大規模災害時における被災地支援では、支援者がどれだけ自己完結できる装備を持っているのかがカギとなります。
衣食住については、被災地では当然不足している状態ですので、被災地に負荷をかけないようにすべて持ち込むことが推奨されます。
水害のように地域がある程度限定されている状態であれば、被災地域外から通えばすむのでそこまでの負担にはなりませんが、大きな地震だと被災地のエリアが非常に大きくなるため、被災地外から通うというのはかなり難しくなります。また、宿泊用のテントや車を持参していても、それらを展開する場所が確保できない場合も想定されます。
大規模災害で被災地支援に入る組織は全て似たような悩みを抱えていて、例えば消防や警察はそれぞれの敷地内に輸送用バスや支援車両を置き、そこで寝泊まりしていますし、自衛隊は事前に行政側が幕営地を確保したうえで派遣を受けています。
一般の被災地支援者は行政側に頼るわけにはいきませんので、早い段階で被災地支援に入るのならば、それなりの覚悟をしていかなければなりません。
保温、食事、給水、排せつ、睡眠。
自前でこれを確保できない場合には、被災地がある程度落ち着くまでは立ち入ってはいけません。
被災地支援するための前提は、どこまで自己完結できているかです。
被災地や周囲の状況を確認しながら、被災地支援に入るようにしてください。
カテゴリー: 行動
カサカサとボソボソ
避難所など人が集まっているところの夜に起きるトラブルが「音」です。
その中でもポリ袋の「カサカサ」という音は非常に不快感を与えてしまうようで、避難所以外、例えば山小屋など多くの人が就寝している場所でトラブルになることがあります。
非常用持ち出し袋などの防水対策としてポリ袋を使う人も多いと思いますが、できればかさかさしないタイプのポリ袋を使うことをお勧めします。
また、たくさんの人が集まって就寝している場所では、緊張しているせいか寝ていない人のぼそぼそとした小さな話し声も気になるものです。
アイマスクや耳栓など、周囲の光や音を押さえる道具もあるのですが、善意の人ばかりではありませんので、確実に安全が確認されていない場合には、そういったものを使うのもどうかと思います。
対策としては、音が出ないようにすることと、人の声を気にしなくても済むような小型の自立型テントを持ち込むくらいでしょうか。

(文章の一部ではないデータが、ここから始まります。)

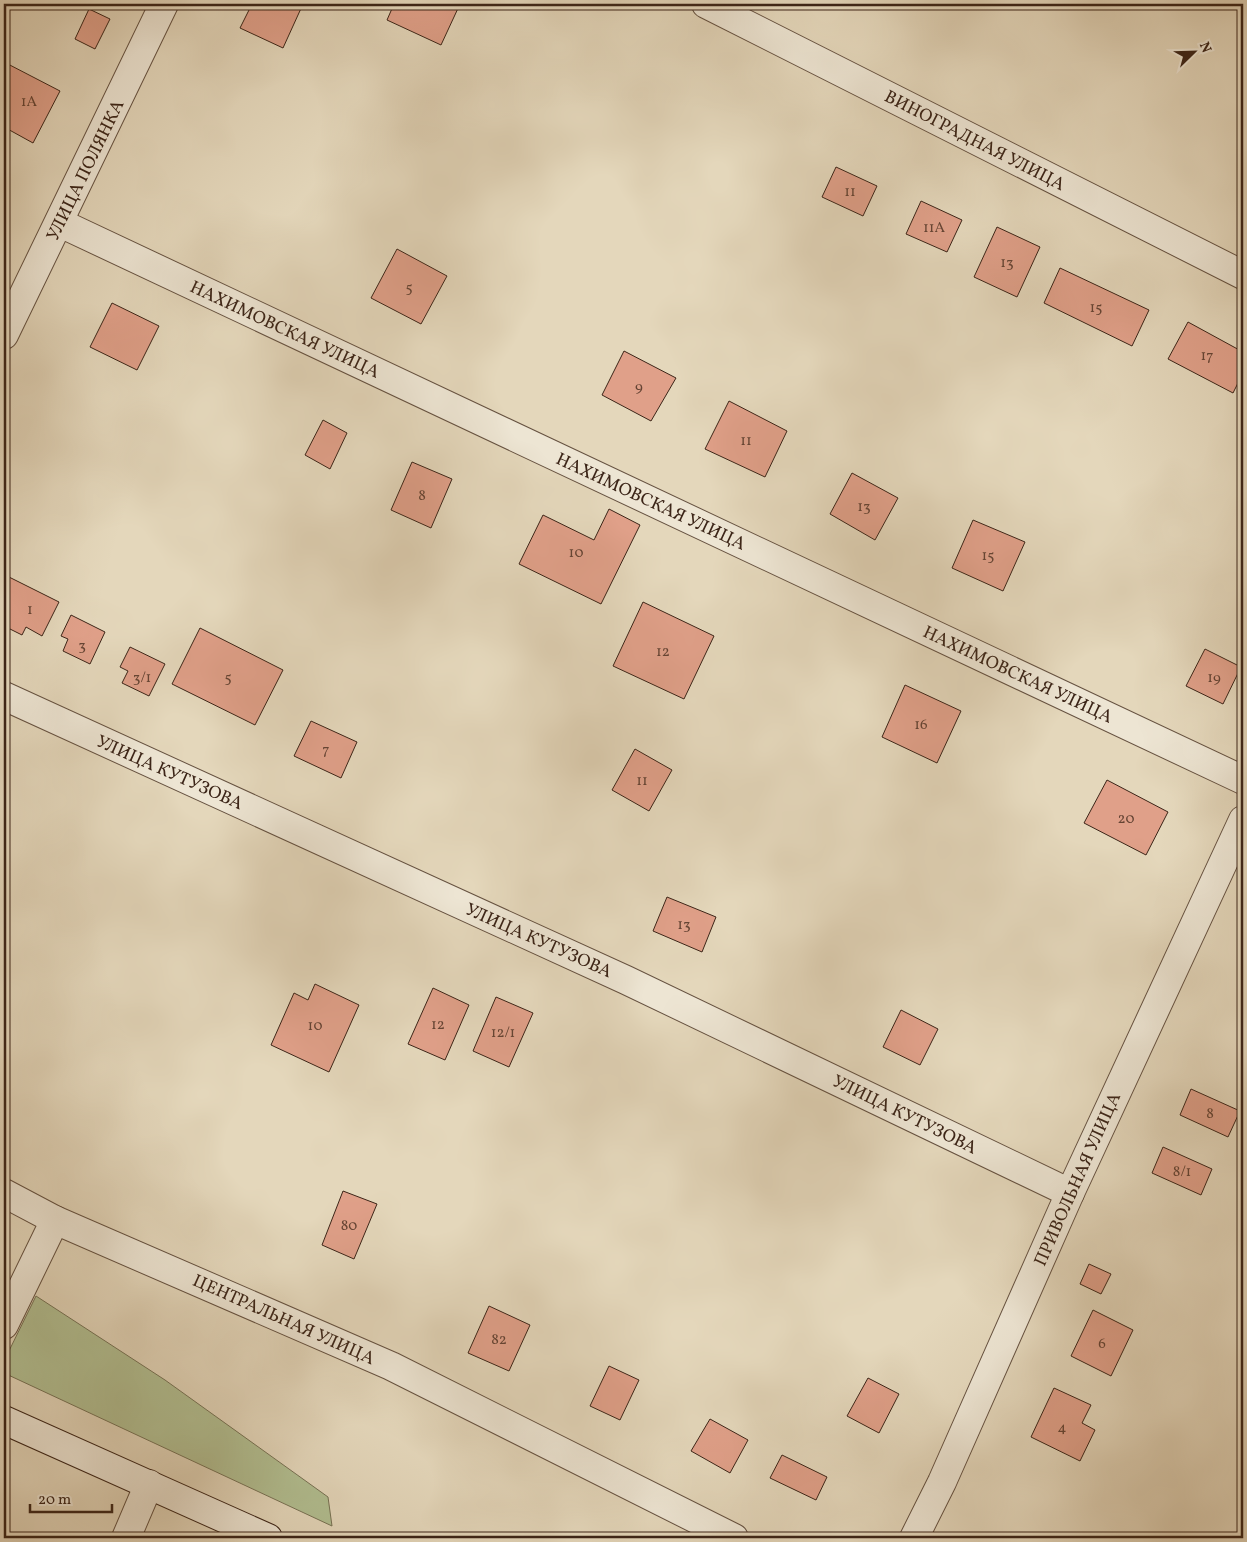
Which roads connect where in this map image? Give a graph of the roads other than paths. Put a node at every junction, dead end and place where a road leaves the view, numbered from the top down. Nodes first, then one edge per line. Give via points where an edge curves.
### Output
1 (164, 4) edge
2 (706, 4) edge
3 (60, 222) junction
4 (1243, 275) edge
5 (4, 335) edge
6 (4, 696) edge
7 (1243, 780) edge
8 (1243, 820) edge
9 (4, 1193) edge
10 (1070, 1193) junction
11 (55, 1220) junction
12 (4, 1324) edge
13 (4, 1420) edge
14 (150, 1484) junction
15 (126, 1538) edge
16 (268, 1538) edge
17 (734, 1538) edge
18 (914, 1538) edge

1 - 3 street, УЛИЦА ПОЛЯНКА
2 - 4 street, ВИНОГРАДНАЯ УЛИЦА
3 - 5 street, УЛИЦА ПОЛЯНКА
3 - 7 street, НАХИМОВСКАЯ УЛИЦА
6 - 10 street, УЛИЦА КУТУЗОВА via 626,980
8 - 10 street, ПРИВОЛЬНАЯ УЛИЦА
9 - 11 street, ЦЕНТРАЛЬНАЯ УЛИЦА
10 - 18 street, ПРИВОЛЬНАЯ УЛИЦА
11 - 12 street
11 - 17 street, ЦЕНТРАЛЬНАЯ УЛИЦА via 391,1366
13 - 14 street
14 - 15 street
14 - 16 street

しっかりと眠れないと、気力はどんどん失われていきます。
あなた自身が他の人に被害を与えないように、そして周りから被害を受けないためにも、避難が必要な人は事前準備をしっかりとしておきたいですね。
防災計画は現実的ですか
東日本大震災における大川小学校の損害賠償請求事件では原告が全面勝訴しています。このことは割と有名な話なのですが、この中で裁判所が「事前防災の予見と不備」を大きな理由にしていることはご存じですか。
人が集まっている学校などでは、想定されうる災害についてきちんと精査し、条件変更のたびに防災計画をきちんと見直すことが必須とされています。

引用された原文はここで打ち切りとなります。